Wednesday, August 15, 2012: 10:00 AM
Jefferson East, Concourse Level (Washington Hilton)
Ethanol induces one of the most potent stresses faced by S. cerevisiae during industrial processes to produce this biofuel. Thus, engineering of resistance to ethanol is essential to improve yields and process efficiency. Here we apply the Cytostat cell culture technique developed in our lab to screen for ethanol resistance phenotypes in S. cerevisiae cells transformed with a genome-wide, gene over-expression library. The main advantages of this approach are that, first, the Cytostat selects for inhibitor specific resistance because the continuous culture is maintained at very low cell densities, and thus the selective pressure is precisely defined by the composition of the feed stream.
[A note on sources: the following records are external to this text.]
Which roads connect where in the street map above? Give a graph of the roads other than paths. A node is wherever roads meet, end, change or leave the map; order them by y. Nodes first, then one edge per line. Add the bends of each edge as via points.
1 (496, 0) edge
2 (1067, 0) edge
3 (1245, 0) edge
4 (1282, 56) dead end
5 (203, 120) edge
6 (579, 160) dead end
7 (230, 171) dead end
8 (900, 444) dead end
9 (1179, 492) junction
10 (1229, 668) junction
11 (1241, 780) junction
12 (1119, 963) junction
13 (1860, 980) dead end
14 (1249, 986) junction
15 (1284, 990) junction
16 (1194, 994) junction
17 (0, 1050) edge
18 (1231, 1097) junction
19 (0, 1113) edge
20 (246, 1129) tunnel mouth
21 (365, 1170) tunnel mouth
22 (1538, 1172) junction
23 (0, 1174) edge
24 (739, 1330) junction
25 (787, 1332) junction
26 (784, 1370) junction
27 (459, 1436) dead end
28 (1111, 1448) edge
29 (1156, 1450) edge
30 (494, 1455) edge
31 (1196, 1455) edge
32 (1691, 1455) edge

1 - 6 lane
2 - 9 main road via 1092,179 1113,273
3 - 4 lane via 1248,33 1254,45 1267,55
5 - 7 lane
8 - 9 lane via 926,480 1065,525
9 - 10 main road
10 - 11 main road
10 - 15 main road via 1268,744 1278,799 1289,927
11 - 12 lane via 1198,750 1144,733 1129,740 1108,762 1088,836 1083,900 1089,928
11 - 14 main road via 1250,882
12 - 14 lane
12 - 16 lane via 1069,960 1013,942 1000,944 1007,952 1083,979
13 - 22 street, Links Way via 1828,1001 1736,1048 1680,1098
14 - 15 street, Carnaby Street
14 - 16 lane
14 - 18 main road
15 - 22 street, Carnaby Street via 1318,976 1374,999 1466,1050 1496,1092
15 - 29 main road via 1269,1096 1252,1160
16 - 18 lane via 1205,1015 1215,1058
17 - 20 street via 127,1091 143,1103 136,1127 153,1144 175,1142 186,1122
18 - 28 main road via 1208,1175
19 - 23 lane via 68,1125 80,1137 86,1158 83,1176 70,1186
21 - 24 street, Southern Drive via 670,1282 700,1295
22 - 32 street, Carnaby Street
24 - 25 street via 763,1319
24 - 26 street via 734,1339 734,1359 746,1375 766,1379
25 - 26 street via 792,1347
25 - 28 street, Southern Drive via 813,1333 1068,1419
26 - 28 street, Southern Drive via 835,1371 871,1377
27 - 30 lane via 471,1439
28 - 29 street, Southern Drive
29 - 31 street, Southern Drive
This circumvents the possibility of resistance arising from the metabolic consumption or modification of the inhibitor, such that the resistance phenotype must be established by a sustainable mechanism in response to the constant challenge. Most importantly, the Cytostat selects for the fittest, most resistant clone in the fastest possible way. Second, identifying the genetic modification only requires the sequencing of a small genomic fragment from the library and not of the whole genome. Using this approach, ethanol resistant clones, with over 50% improved growth rates under ethanol stress, were isolated from a pool of cells transformed with the library. The effects of the over-expressed genes in the resistance phenotypes, including the kinetics of glucose consumption and ethanol production, cell size homeostasis, and gene expression will be presented.